- _DIRECTIONS_
Give back the entries exactly as they read, leaving each image out.

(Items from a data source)
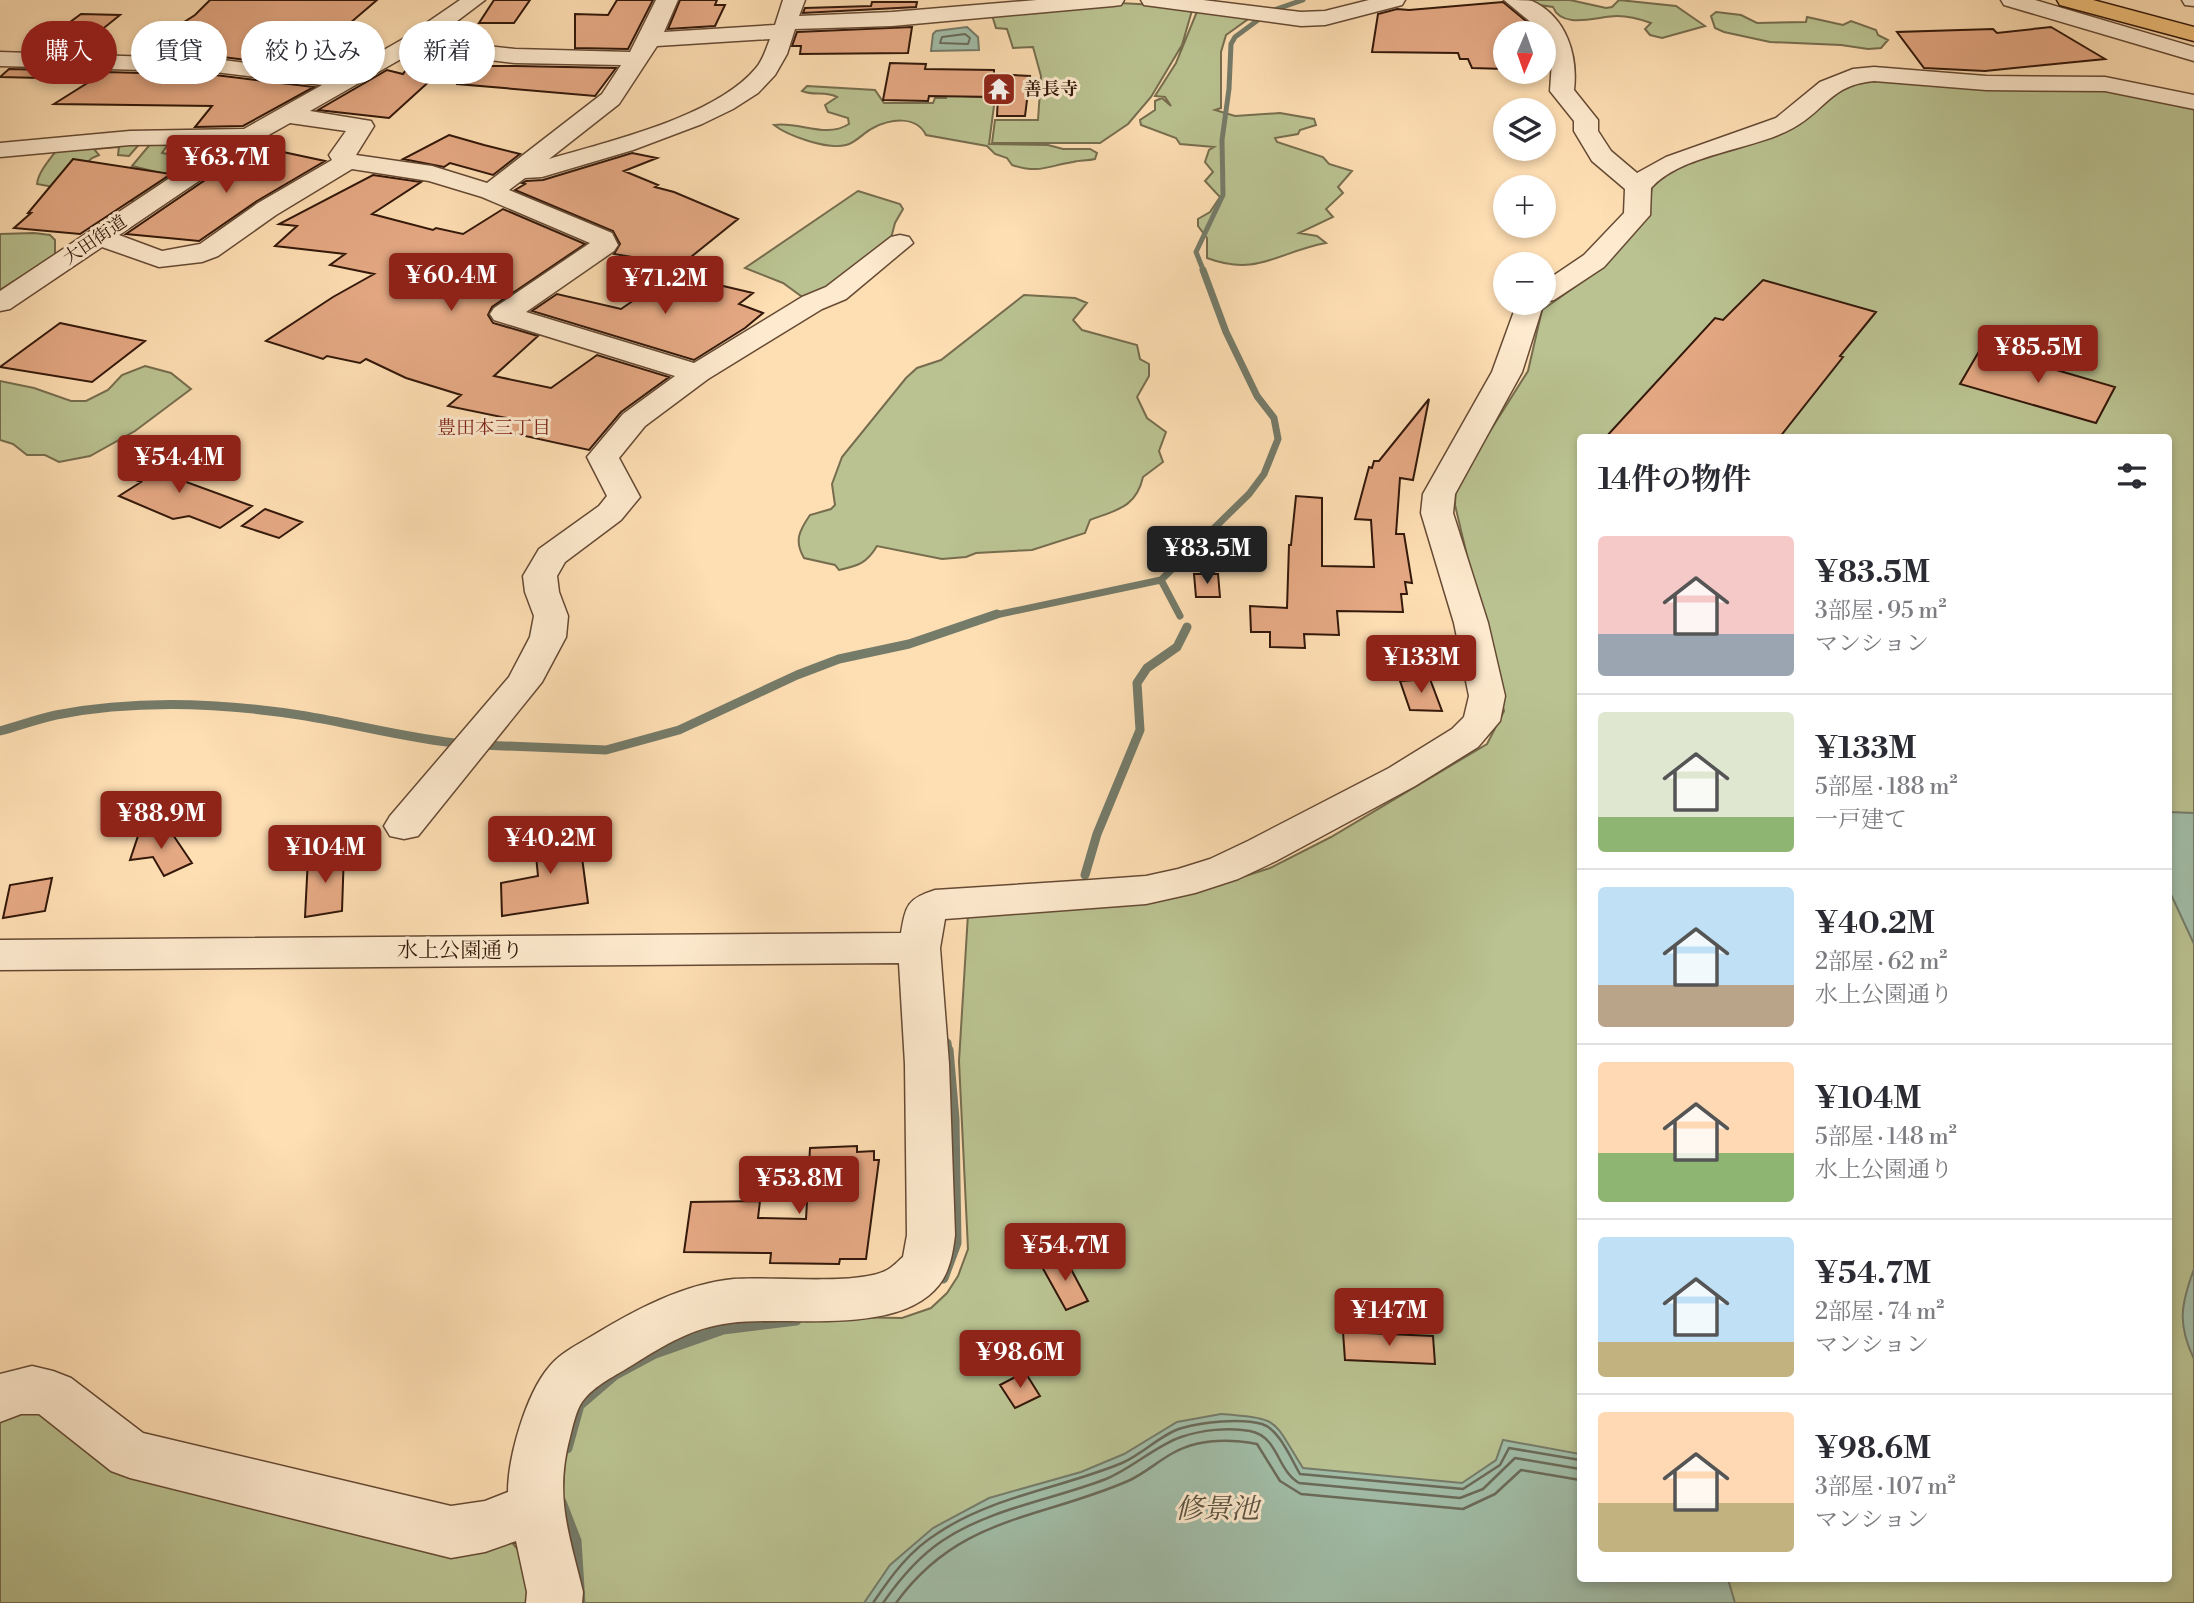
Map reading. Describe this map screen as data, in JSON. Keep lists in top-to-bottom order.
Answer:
{
  "streets": {
    "street": ["大田街道", "水上公園通り"]
  },
  "districts": ["豊田本三丁目"],
  "water": ["修景池"],
  "places": {
    "temple": ["善長寺"]
  },
  "north": "bottom",
  "page": {
    "map_buttons": ["+", "−"],
    "chip": [
      "購入",
      "賃貸",
      "絞り込み",
      "新着"
    ],
    "price": [
      "¥63.7M",
      "¥60.4M",
      "¥71.2M",
      "¥85.5M",
      "¥54.4M",
      "¥83.5M",
      "¥133M",
      "¥88.9M",
      "¥40.2M",
      "¥104M",
      "¥53.8M",
      "¥54.7M",
      "¥147M",
      "¥98.6M"
    ],
    "heading": "14件の物件",
    "list": [
      {
        "name": "¥83.5M",
        "note": "3部屋 · 95 m² · マンション"
      },
      {
        "name": "¥133M",
        "note": "5部屋 · 188 m² · 一戸建て"
      },
      {
        "name": "¥40.2M",
        "note": "2部屋 · 62 m² · 水上公園通り"
      },
      {
        "name": "¥104M",
        "note": "5部屋 · 148 m² · 水上公園通り"
      },
      {
        "name": "¥54.7M",
        "note": "2部屋 · 74 m² · マンション"
      },
      {
        "name": "¥98.6M",
        "note": "3部屋 · 107 m² · マンション"
      }
    ]
  }
}
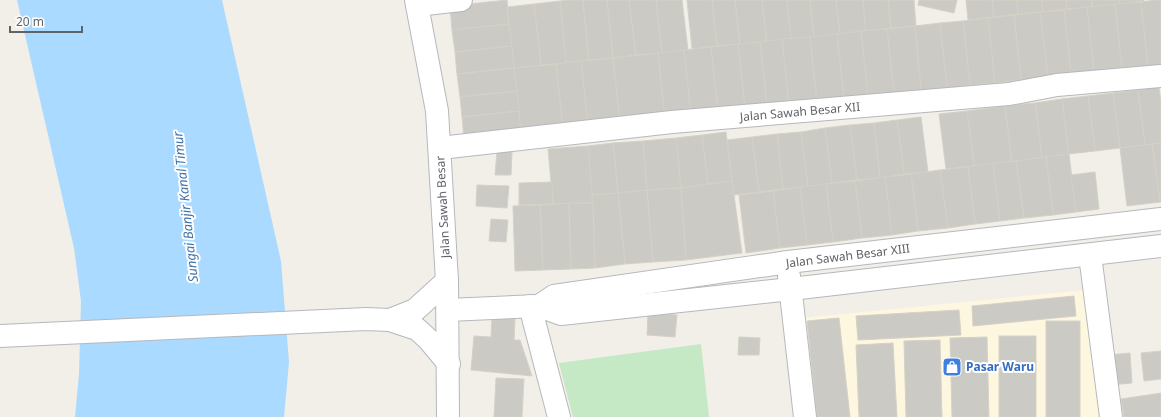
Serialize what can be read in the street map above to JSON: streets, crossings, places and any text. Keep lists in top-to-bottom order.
{
  "streets": {
    "street": ["Jalan Sawah Besar XII", "Jalan Sawah Besar", "Jalan Sawah Besar XIII"]
  },
  "crossings": [
    ["Jalan Sawah Besar XII", "Jalan Sawah Besar"],
    ["Jalan Sawah Besar", "Jalan Sawah Besar XIII"]
  ],
  "water": ["Sungai Banjir Kanal Timur"],
  "places": {
    "shop": ["Pasar Waru"]
  },
  "scale_bar": "20 m"
}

- _SOLUTION FOR THIS TASK_
Map reading. Describe this map screen as data, in JSON. Keep lists in top-to-bottom order.
Answer:
{
  "streets": {
    "street": ["大田街道", "水上公園通り"]
  },
  "districts": ["豊田本三丁目"],
  "water": ["修景池"],
  "places": {
    "temple": ["善長寺"]
  },
  "north": "bottom",
  "page": {
    "map_buttons": ["+", "−"],
    "chip": [
      "購入",
      "賃貸",
      "絞り込み",
      "新着"
    ],
    "price": [
      "¥63.7M",
      "¥60.4M",
      "¥71.2M",
      "¥85.5M",
      "¥54.4M",
      "¥83.5M",
      "¥133M",
      "¥88.9M",
      "¥40.2M",
      "¥104M",
      "¥53.8M",
      "¥54.7M",
      "¥147M",
      "¥98.6M"
    ],
    "heading": "14件の物件",
    "list": [
      {
        "name": "¥83.5M",
        "note": "3部屋 · 95 m² · マンション"
      },
      {
        "name": "¥133M",
        "note": "5部屋 · 188 m² · 一戸建て"
      },
      {
        "name": "¥40.2M",
        "note": "2部屋 · 62 m² · 水上公園通り"
      },
      {
        "name": "¥104M",
        "note": "5部屋 · 148 m² · 水上公園通り"
      },
      {
        "name": "¥54.7M",
        "note": "2部屋 · 74 m² · マンション"
      },
      {
        "name": "¥98.6M",
        "note": "3部屋 · 107 m² · マンション"
      }
    ]
  }
}
Serialize what can be read in the street map above to JSON: streets, crossings, places and any text. Keep lists in top-to-bottom order.
{
  "streets": {
    "street": ["Jalan Sawah Besar XII", "Jalan Sawah Besar", "Jalan Sawah Besar XIII"]
  },
  "crossings": [
    ["Jalan Sawah Besar XII", "Jalan Sawah Besar"],
    ["Jalan Sawah Besar", "Jalan Sawah Besar XIII"]
  ],
  "water": ["Sungai Banjir Kanal Timur"],
  "places": {
    "shop": ["Pasar Waru"]
  },
  "scale_bar": "20 m"
}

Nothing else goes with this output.